With the exception of the pictures, write out the data below precisely.
### Source material
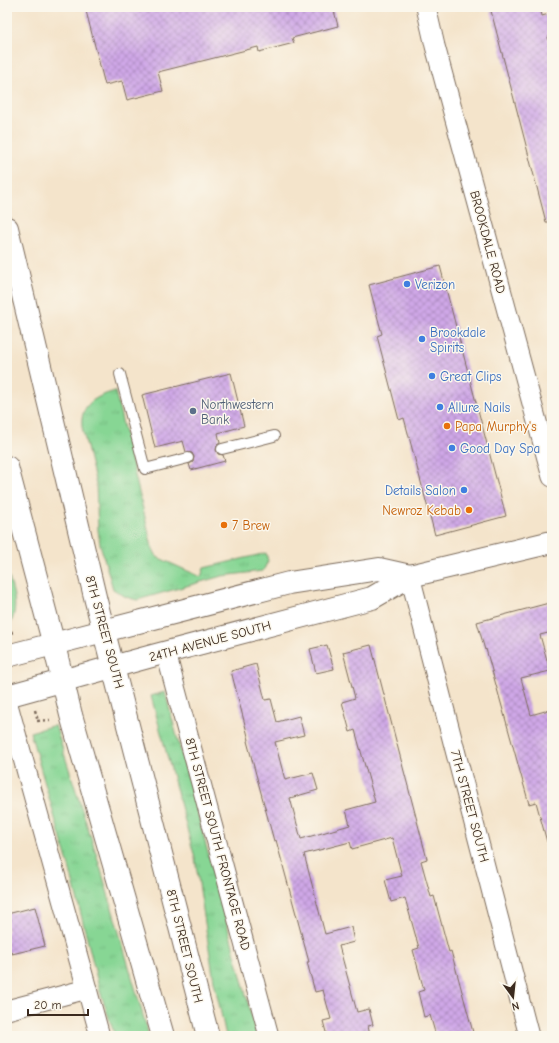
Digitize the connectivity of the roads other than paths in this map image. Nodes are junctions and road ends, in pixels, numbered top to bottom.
1 (426, 7) edge
2 (7, 228) edge
3 (120, 374) dead end
4 (274, 436) dead end
5 (222, 449) dead end
6 (188, 458) dead end
7 (7, 467) edge
8 (552, 477) edge
9 (552, 542) edge
10 (410, 576) junction
11 (104, 631) junction
12 (54, 645) junction
13 (166, 653) junction
14 (7, 656) edge
15 (114, 666) junction
16 (62, 680) junction
17 (7, 696) edge
18 (7, 701) edge
19 (87, 989) junction
20 (7, 1010) edge
21 (100, 1036) edge
22 (163, 1036) edge
23 (208, 1036) edge
24 (269, 1036) edge
25 (529, 1036) edge

1 - 8 street, BROOKDALE ROAD
2 - 11 main road, 8TH STREET SOUTH
3 - 6 lane
4 - 5 lane
7 - 12 main road
9 - 10 main road, 24TH AVENUE SOUTH
10 - 11 main road, 24TH AVENUE SOUTH
10 - 13 main road, 24TH AVENUE SOUTH
10 - 25 street, 7TH STREET SOUTH
11 - 12 main road, 24TH AVENUE SOUTH
11 - 15 main road, 8TH STREET SOUTH
12 - 14 main road, 24TH AVENUE SOUTH
12 - 16 main road
13 - 15 main road, 24TH AVENUE SOUTH
13 - 24 street, 8TH STREET SOUTH FRONTAGE ROAD
15 - 16 main road, 24TH AVENUE SOUTH
15 - 23 main road, 8TH STREET SOUTH
16 - 17 main road, 24TH AVENUE SOUTH
16 - 22 main road
18 - 19 street
19 - 20 street
19 - 21 street

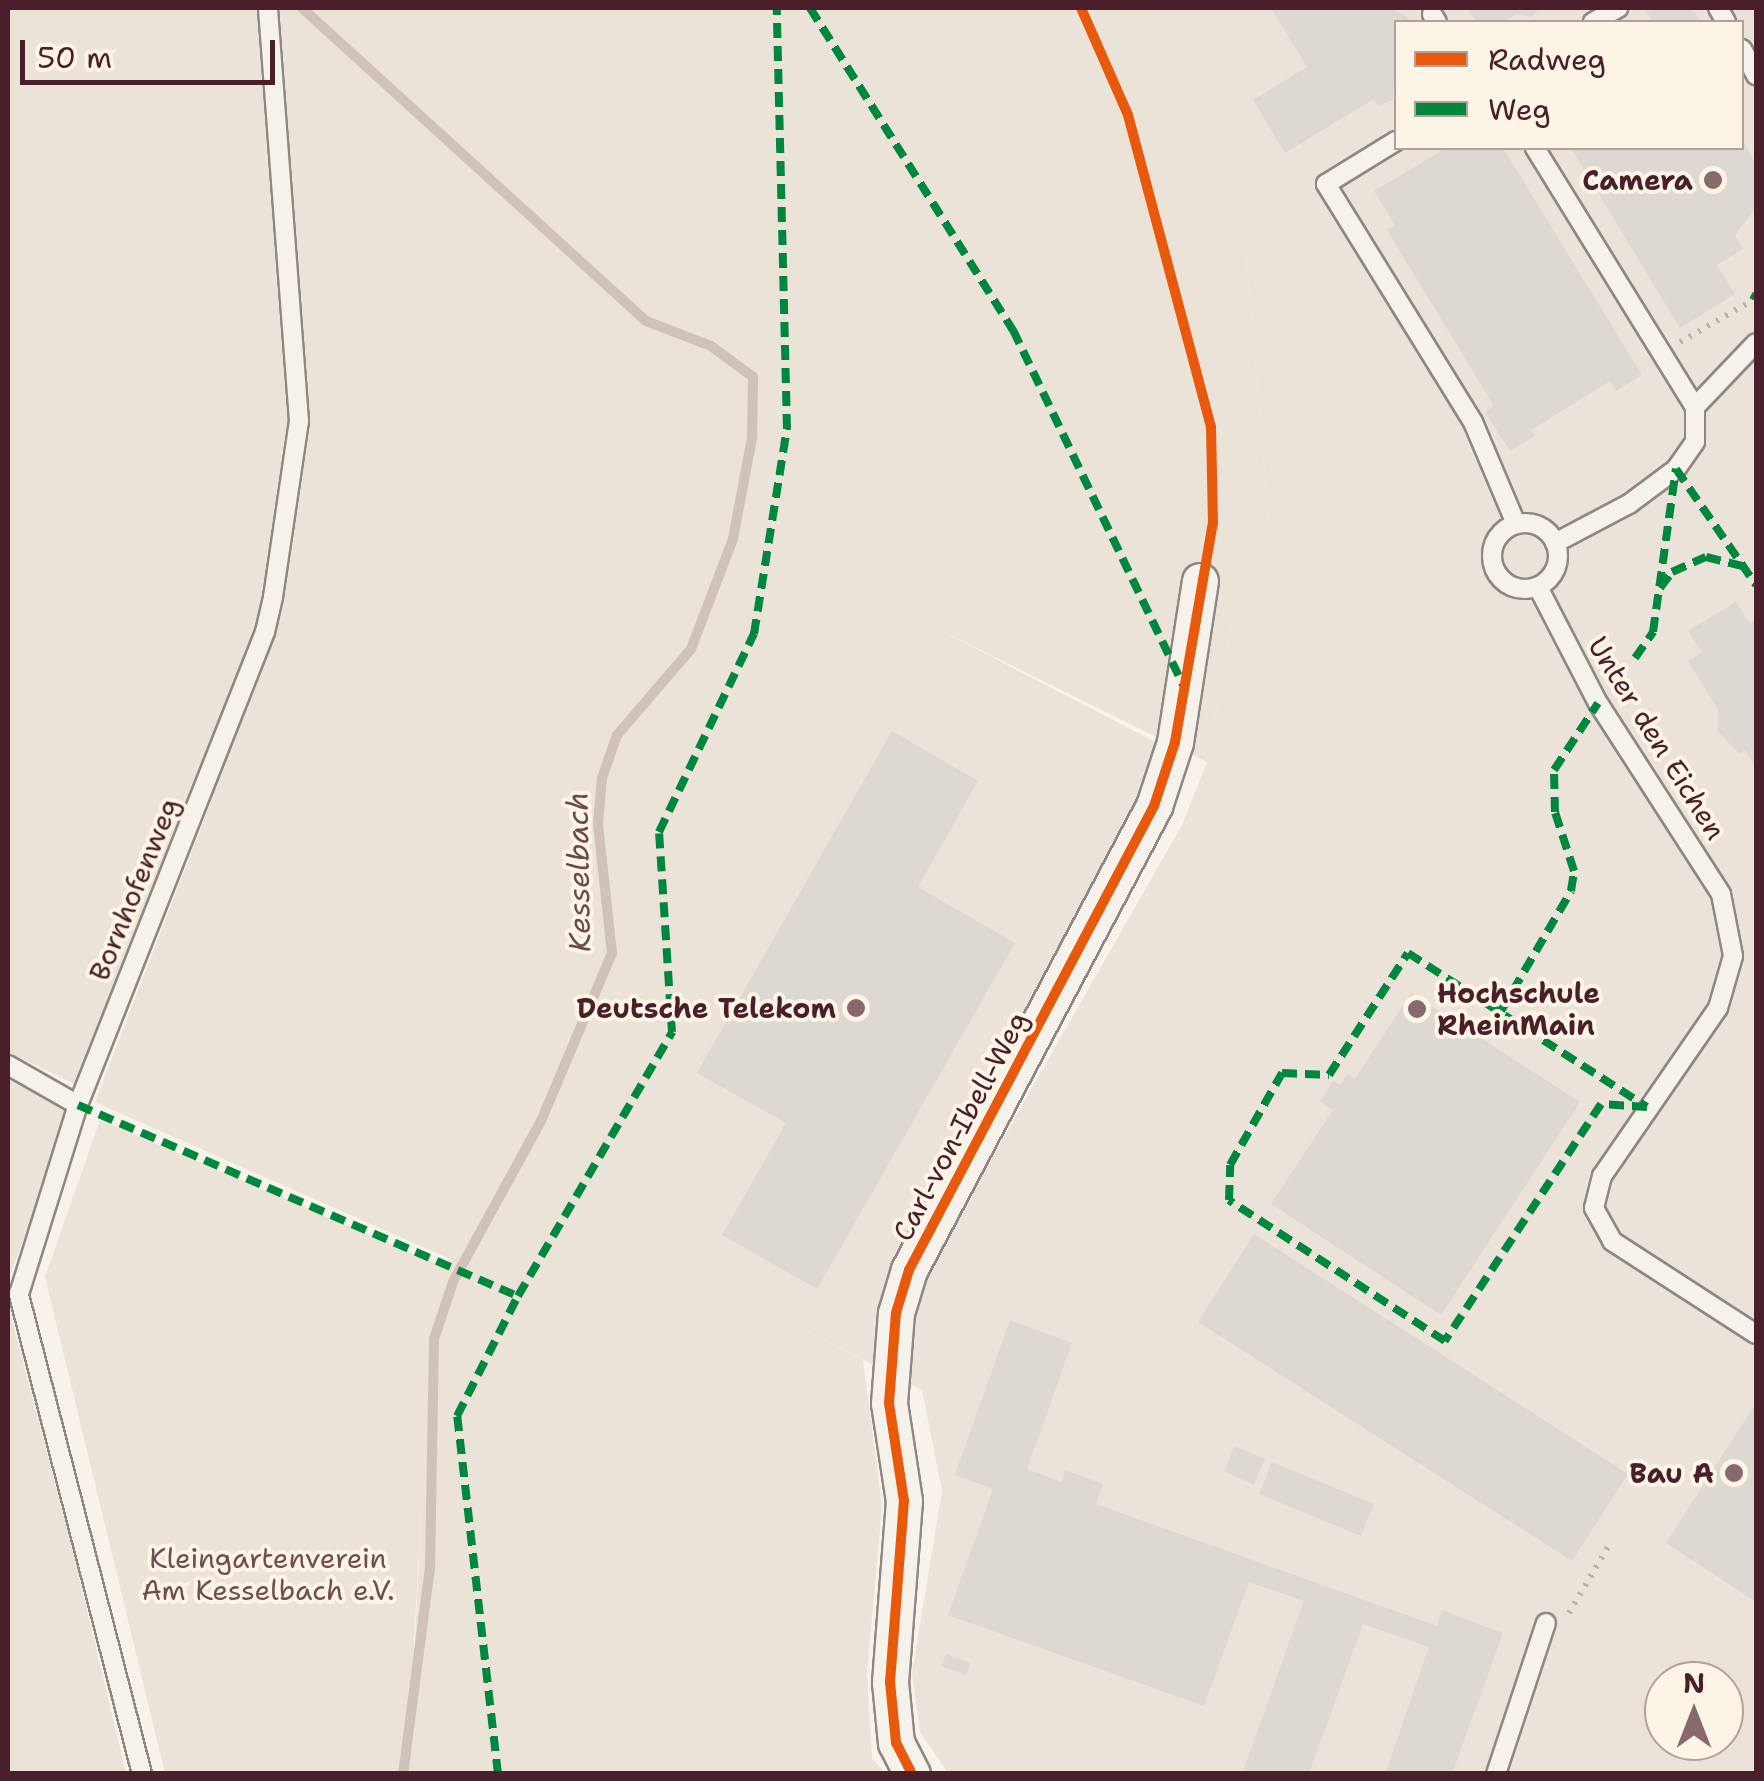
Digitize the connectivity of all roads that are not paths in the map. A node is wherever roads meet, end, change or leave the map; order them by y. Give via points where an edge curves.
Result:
######
- **Completed exercise**:
Digitize the connectivity of the roads other than paths in this map image. Nodes are junctions and road ends, in pixels, numbered top to bottom.
1 (426, 7) edge
2 (7, 228) edge
3 (120, 374) dead end
4 (274, 436) dead end
5 (222, 449) dead end
6 (188, 458) dead end
7 (7, 467) edge
8 (552, 477) edge
9 (552, 542) edge
10 (410, 576) junction
11 (104, 631) junction
12 (54, 645) junction
13 (166, 653) junction
14 (7, 656) edge
15 (114, 666) junction
16 (62, 680) junction
17 (7, 696) edge
18 (7, 701) edge
19 (87, 989) junction
20 (7, 1010) edge
21 (100, 1036) edge
22 (163, 1036) edge
23 (208, 1036) edge
24 (269, 1036) edge
25 (529, 1036) edge

1 - 8 street, BROOKDALE ROAD
2 - 11 main road, 8TH STREET SOUTH
3 - 6 lane
4 - 5 lane
7 - 12 main road
9 - 10 main road, 24TH AVENUE SOUTH
10 - 11 main road, 24TH AVENUE SOUTH
10 - 13 main road, 24TH AVENUE SOUTH
10 - 25 street, 7TH STREET SOUTH
11 - 12 main road, 24TH AVENUE SOUTH
11 - 15 main road, 8TH STREET SOUTH
12 - 14 main road, 24TH AVENUE SOUTH
12 - 16 main road
13 - 15 main road, 24TH AVENUE SOUTH
13 - 24 street, 8TH STREET SOUTH FRONTAGE ROAD
15 - 16 main road, 24TH AVENUE SOUTH
15 - 23 main road, 8TH STREET SOUTH
16 - 17 main road, 24TH AVENUE SOUTH
16 - 22 main road
18 - 19 street
19 - 20 street
19 - 21 street

Digitize the connectivity of all roads that are not paths in the map. A node is wherever roads meet, end, change or leave the map; order them by y. Give via points where an edge curves.
Result:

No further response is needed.